-- Records follows --

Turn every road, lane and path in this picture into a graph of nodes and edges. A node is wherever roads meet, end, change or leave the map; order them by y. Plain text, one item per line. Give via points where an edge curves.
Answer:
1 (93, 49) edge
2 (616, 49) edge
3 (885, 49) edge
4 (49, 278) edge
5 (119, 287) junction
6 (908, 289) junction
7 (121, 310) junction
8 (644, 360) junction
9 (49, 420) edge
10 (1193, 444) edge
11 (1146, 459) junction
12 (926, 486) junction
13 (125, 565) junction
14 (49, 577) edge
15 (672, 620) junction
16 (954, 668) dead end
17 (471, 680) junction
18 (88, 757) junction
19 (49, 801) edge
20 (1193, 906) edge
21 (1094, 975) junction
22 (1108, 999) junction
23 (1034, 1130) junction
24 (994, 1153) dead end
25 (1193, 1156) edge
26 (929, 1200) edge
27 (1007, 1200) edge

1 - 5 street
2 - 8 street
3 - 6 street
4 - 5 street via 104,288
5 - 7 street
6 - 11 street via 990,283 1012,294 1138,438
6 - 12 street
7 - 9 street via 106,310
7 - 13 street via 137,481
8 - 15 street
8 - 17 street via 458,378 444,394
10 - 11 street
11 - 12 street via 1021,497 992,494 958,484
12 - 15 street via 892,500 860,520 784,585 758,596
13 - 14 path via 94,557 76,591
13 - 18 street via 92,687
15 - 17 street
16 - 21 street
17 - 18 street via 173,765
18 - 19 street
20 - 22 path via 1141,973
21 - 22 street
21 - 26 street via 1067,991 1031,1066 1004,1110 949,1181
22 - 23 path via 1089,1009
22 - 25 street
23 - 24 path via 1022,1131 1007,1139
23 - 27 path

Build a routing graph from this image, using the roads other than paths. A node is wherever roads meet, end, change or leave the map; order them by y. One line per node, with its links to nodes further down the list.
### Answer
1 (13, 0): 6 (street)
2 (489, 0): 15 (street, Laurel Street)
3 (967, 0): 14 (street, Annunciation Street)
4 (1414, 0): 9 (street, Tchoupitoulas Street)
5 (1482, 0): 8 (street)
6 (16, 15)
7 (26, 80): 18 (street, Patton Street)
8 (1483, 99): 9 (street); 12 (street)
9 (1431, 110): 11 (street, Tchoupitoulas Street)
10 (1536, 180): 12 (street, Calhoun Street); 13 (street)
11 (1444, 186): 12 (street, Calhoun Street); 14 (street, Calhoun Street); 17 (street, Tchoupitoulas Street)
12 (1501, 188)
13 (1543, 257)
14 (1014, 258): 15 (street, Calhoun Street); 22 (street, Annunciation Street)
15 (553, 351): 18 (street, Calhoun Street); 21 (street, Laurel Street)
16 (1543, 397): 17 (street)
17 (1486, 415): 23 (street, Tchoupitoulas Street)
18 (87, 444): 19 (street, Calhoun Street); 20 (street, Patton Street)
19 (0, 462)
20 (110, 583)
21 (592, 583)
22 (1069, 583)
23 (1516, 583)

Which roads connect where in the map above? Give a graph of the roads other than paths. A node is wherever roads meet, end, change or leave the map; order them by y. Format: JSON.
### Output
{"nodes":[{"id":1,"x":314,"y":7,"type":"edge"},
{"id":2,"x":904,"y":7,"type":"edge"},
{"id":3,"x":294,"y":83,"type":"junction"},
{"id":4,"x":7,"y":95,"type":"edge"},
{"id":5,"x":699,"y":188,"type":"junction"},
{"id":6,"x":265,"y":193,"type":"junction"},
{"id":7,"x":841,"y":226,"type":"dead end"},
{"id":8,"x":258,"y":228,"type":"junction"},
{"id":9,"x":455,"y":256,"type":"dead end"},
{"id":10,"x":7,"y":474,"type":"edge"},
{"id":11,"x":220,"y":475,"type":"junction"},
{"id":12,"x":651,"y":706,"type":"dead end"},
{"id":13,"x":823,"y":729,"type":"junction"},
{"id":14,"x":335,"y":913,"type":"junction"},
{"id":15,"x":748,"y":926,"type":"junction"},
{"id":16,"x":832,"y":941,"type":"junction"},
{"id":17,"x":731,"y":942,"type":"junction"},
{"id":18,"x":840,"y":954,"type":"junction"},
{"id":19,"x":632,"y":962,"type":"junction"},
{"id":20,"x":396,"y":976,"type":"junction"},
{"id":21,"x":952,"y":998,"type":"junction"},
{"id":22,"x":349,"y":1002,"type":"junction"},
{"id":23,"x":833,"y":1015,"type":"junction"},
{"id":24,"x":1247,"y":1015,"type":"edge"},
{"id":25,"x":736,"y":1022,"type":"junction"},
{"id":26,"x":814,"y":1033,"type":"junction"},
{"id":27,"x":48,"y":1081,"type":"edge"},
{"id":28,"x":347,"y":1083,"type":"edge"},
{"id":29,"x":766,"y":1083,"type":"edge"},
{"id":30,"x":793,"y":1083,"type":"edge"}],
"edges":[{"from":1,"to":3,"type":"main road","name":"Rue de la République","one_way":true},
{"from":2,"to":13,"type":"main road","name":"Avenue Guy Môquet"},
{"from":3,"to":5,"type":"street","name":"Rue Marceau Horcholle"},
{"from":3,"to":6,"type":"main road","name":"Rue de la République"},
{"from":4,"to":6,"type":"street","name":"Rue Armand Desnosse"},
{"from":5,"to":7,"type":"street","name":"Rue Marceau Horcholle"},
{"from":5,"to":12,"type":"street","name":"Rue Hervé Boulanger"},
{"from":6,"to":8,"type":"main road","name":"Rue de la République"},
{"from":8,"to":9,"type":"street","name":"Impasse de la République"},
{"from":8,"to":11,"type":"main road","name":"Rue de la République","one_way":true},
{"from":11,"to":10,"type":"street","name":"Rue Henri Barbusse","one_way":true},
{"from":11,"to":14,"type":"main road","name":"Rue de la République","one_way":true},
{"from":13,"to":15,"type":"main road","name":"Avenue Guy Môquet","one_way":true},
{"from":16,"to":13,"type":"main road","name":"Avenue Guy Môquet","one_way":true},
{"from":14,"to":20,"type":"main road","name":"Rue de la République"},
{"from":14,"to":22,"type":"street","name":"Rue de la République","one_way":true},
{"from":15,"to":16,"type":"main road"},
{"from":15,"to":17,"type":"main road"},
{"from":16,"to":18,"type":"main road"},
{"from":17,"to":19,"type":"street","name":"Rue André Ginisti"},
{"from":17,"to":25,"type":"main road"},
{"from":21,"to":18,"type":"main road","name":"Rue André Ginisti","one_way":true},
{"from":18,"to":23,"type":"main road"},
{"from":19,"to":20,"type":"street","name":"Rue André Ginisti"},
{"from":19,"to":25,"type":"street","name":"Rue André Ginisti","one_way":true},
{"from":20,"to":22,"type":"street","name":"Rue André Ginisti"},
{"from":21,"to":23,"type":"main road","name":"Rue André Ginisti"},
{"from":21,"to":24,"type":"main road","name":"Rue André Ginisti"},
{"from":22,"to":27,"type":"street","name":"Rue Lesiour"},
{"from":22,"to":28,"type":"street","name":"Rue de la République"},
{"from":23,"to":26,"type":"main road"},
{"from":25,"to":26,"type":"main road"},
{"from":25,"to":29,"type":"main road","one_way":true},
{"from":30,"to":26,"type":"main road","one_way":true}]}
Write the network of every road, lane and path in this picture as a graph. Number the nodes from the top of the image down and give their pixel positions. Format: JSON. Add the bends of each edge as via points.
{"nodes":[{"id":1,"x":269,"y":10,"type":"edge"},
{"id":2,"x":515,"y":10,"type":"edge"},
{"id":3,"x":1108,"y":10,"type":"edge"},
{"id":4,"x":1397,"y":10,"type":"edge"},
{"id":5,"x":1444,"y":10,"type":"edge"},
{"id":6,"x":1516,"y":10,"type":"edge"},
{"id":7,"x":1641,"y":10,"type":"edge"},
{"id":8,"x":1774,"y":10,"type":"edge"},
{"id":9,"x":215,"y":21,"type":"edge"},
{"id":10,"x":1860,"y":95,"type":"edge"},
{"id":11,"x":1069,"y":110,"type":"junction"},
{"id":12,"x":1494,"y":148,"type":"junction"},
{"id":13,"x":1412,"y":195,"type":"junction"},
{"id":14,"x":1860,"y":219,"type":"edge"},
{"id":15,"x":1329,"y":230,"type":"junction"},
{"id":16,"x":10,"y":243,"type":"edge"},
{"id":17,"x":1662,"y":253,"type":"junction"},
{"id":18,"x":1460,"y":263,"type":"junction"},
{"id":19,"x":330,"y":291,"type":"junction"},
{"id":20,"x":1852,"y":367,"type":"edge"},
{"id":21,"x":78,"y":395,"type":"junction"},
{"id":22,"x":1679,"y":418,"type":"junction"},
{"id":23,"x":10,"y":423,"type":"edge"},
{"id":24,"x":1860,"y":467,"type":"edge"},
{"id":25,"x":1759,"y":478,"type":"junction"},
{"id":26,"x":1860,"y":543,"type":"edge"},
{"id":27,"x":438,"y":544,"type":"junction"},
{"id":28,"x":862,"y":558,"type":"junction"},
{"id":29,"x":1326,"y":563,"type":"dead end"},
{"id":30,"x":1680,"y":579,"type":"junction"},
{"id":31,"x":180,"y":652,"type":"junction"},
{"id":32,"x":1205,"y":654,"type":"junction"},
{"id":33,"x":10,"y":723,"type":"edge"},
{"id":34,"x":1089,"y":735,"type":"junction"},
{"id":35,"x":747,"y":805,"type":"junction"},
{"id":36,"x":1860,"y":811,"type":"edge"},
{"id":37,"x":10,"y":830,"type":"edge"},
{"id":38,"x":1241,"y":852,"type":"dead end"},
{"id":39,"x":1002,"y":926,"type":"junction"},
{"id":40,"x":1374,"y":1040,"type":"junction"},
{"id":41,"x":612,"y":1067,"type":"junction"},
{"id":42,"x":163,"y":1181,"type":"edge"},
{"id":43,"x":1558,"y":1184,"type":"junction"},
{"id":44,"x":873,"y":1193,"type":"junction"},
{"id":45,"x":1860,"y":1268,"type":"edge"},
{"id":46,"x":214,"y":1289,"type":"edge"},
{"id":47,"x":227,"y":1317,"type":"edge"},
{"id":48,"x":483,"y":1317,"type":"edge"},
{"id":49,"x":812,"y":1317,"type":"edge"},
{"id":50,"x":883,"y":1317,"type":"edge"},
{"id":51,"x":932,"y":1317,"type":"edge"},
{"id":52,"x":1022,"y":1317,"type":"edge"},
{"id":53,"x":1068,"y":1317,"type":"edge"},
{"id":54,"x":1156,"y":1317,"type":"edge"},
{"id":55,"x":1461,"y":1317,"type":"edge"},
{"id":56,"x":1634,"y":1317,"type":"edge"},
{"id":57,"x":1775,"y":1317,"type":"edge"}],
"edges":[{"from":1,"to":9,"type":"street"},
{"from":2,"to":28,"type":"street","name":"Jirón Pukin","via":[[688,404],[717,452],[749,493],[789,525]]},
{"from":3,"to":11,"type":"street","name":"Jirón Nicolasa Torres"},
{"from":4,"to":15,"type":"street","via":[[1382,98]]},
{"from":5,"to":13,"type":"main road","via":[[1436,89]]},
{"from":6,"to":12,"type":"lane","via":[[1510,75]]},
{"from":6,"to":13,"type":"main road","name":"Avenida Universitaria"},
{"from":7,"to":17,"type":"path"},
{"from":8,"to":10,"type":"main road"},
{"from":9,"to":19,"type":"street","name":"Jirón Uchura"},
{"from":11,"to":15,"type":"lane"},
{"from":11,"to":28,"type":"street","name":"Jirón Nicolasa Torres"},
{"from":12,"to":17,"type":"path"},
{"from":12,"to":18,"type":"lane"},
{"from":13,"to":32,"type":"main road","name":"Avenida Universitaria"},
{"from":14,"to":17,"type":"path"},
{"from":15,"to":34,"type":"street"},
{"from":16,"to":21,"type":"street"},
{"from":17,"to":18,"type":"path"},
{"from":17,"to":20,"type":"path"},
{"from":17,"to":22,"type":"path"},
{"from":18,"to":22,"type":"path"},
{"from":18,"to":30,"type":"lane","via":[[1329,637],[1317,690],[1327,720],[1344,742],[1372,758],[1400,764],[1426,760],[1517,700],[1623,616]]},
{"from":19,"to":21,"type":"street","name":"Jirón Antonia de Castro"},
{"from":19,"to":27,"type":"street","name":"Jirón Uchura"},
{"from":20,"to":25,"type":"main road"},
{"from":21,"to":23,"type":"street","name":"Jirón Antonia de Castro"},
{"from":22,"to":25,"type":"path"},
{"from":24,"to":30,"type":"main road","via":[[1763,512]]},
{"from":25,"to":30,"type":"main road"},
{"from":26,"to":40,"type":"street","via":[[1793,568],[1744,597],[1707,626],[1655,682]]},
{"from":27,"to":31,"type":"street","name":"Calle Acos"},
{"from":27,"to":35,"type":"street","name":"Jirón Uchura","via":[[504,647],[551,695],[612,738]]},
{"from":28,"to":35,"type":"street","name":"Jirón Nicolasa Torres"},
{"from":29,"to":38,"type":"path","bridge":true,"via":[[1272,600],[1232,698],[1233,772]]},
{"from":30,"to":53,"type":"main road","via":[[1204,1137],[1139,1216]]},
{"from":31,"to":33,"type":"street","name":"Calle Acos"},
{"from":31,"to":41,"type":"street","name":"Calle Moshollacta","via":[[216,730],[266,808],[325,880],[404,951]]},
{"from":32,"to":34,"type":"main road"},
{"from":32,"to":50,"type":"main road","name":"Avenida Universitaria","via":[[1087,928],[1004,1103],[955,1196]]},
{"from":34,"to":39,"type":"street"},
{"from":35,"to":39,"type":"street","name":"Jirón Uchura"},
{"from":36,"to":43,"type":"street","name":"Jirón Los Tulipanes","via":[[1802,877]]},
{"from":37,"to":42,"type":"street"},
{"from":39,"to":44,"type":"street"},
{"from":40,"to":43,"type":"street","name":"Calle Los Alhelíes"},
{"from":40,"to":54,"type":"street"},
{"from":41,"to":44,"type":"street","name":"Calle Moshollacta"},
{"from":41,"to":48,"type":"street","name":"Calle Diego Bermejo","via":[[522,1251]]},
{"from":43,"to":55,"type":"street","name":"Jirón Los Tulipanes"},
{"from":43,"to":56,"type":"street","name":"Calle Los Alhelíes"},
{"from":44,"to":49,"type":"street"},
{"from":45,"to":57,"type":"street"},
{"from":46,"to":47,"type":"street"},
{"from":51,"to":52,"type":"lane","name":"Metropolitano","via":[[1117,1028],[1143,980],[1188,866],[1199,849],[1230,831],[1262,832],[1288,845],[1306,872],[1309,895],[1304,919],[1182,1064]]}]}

-- Records concluded --

Among the entries above, the line containing "Build a routing", the line containing "Which roads connect", and all lines between them are to be restated word for word; nothing else belongs in the reply.

Task answer:
Build a routing graph from this image, using the roads other than paths. A node is wherever roads meet, end, change or leave the map; order them by y. One line per node, with its links to nodes further down the list.
### Answer
1 (13, 0): 6 (street)
2 (489, 0): 15 (street, Laurel Street)
3 (967, 0): 14 (street, Annunciation Street)
4 (1414, 0): 9 (street, Tchoupitoulas Street)
5 (1482, 0): 8 (street)
6 (16, 15)
7 (26, 80): 18 (street, Patton Street)
8 (1483, 99): 9 (street); 12 (street)
9 (1431, 110): 11 (street, Tchoupitoulas Street)
10 (1536, 180): 12 (street, Calhoun Street); 13 (street)
11 (1444, 186): 12 (street, Calhoun Street); 14 (street, Calhoun Street); 17 (street, Tchoupitoulas Street)
12 (1501, 188)
13 (1543, 257)
14 (1014, 258): 15 (street, Calhoun Street); 22 (street, Annunciation Street)
15 (553, 351): 18 (street, Calhoun Street); 21 (street, Laurel Street)
16 (1543, 397): 17 (street)
17 (1486, 415): 23 (street, Tchoupitoulas Street)
18 (87, 444): 19 (street, Calhoun Street); 20 (street, Patton Street)
19 (0, 462)
20 (110, 583)
21 (592, 583)
22 (1069, 583)
23 (1516, 583)

Which roads connect where in the map above? Give a graph of the roads other than paths. A node is wherever roads meet, end, change or leave the map; order them by y. Format: JSON.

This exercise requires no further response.